Ramback does include an emergency mode which will endeavor to bring the disk up to date in a hurry should the UPS indicate that power has been lost. But that does not seem to be enough for everybody. In the resulting discussion, nobody complained about the sort of performance benefits that a tool like Ramback could provide. But there was a lot of concern about data integrity; it seems that many people distrust their battery, their hardware, and Linux. And that has led to a sort of impasse, with several developers claiming that Ramback would be too risky to use and Daniel dismissing their concerns as FUD.
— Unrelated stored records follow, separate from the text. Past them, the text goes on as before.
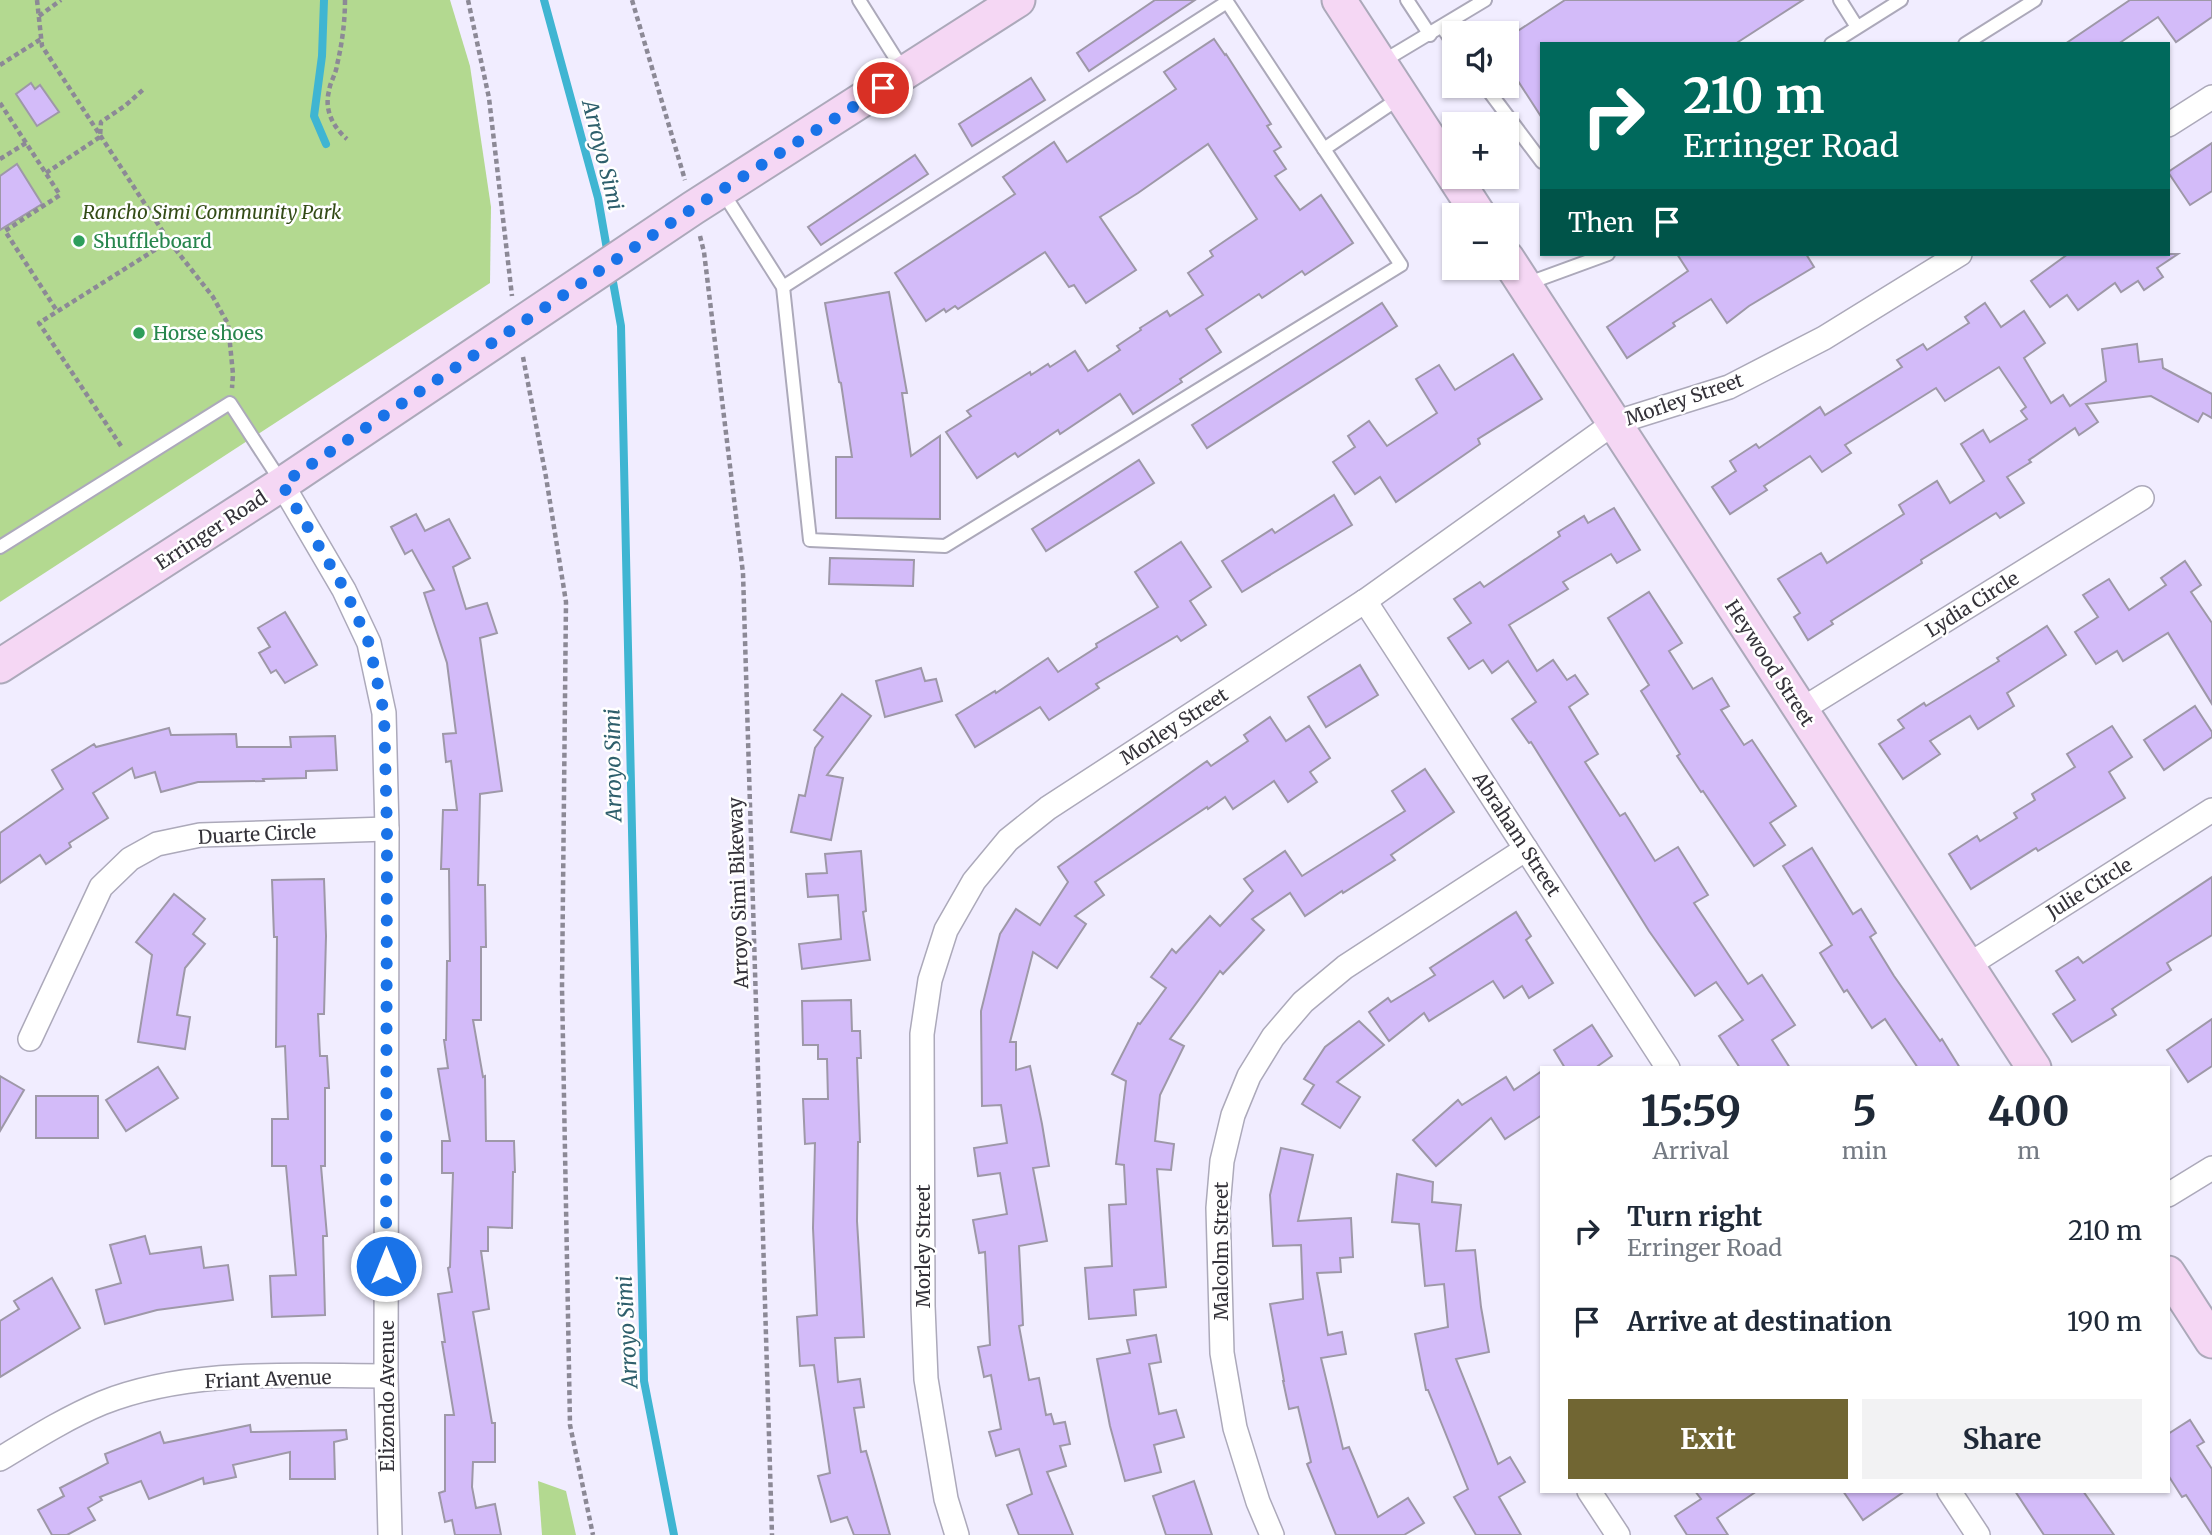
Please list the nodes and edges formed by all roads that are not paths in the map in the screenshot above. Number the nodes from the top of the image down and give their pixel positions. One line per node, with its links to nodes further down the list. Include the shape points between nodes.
1 (859, 0): 16 (lane)
2 (1018, 0): 16 (street, Erringer Road)
3 (1339, 0): 15 (street)
4 (1407, 0): 12 (lane)
5 (1485, 0): 9 (lane)
6 (1840, 0): 11 (lane)
7 (1900, 0): 11 (lane)
8 (2035, 0): 14 (lane)
9 (1452, 21)
10 (1442, 27): 12 (lane)
11 (1857, 27): 13 (lane)
12 (1430, 35): 15 (lane)
13 (1833, 42)
14 (1968, 42)
15 (1380, 62): 17 (street)
16 (906, 73): 23 (street, Erringer Road)
17 (1402, 96): 21 (lane); 24 (street)
18 (2212, 97): 20 (street)
19 (1494, 98): 22 (lane)
20 (2170, 124)
21 (1324, 149): 29 (lane, via 1227,2); 29 (lane, via 1401,265 945,546 810,540)
22 (1540, 159)
23 (722, 191): 29 (lane); 31 (street, Erringer Road)
24 (1471, 203)
25 (1597, 256): 27 (lane)
26 (1957, 256): 30 (street, Morley Street, via 1824,338 1729,387)
27 (1519, 270)
28 (1519, 277): 30 (street, Heywood Street)
29 (783, 287)
30 (1614, 423): 34 (street, Morley Street); 36 (street, Heywood Street)
31 (282, 484): 33 (lane, via 230,403); 35 (street, Erringer Road); 38 (street, Elizondo Avenue, via 345,590 369,643 384,713)
32 (2142, 498): 36 (street, Lydia Circle)
33 (0, 547)
34 (1366, 601): 39 (street, Abraham Street); 53 (street, Morley Street, via 1048,808 1008,840 974,881 946,930 930,980 922,1034 923,1306 926,1379 946,1499)
35 (0, 666)
36 (1801, 710): 40 (street, Heywood Street)
37 (2212, 810): 40 (street, Julie Circle)
38 (387, 830): 41 (street, Duarte Circle, via 200,835 157,844 130,859 101,887); 48 (street, Elizondo Avenue)
39 (1527, 849): 42 (street, Abraham Street); 54 (street, Malcolm Street, via 1345,967 1303,1002 1273,1037 1249,1076 1233,1115 1222,1161 1218,1208 1222,1353 1235,1428)
40 (1967, 966): 43 (street, Heywood Street)
41 (30, 1040)
42 (1667, 1066)
43 (2033, 1066)
44 (2212, 1168): 45 (street)
45 (2170, 1194)
46 (2170, 1276): 47 (street)
47 (2212, 1341)
48 (386, 1376): 49 (street, Friant Avenue, via 235,1376 149,1388 64,1420); 52 (street, Elizondo Avenue)
49 (0, 1460)
50 (1590, 1493): 55 (street)
51 (1950, 1493): 56 (street)
52 (390, 1535)
53 (957, 1535)
54 (1272, 1535)
55 (1618, 1535)
56 (1978, 1535)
FUD or not, those concerns are likely to be a difficult barrier for Ramback to overcome. Meanwhile, Daniel is looking for people to help test out the code, but that presents challenges of its own:

This driver is ready to try for a sufficiently brave developer. It will deadlock and livelock in various ways and you will have to reboot to remove it. But it can already be coaxed into running well enough for benchmarks, and when it solidifies it will be pretty darn amazing.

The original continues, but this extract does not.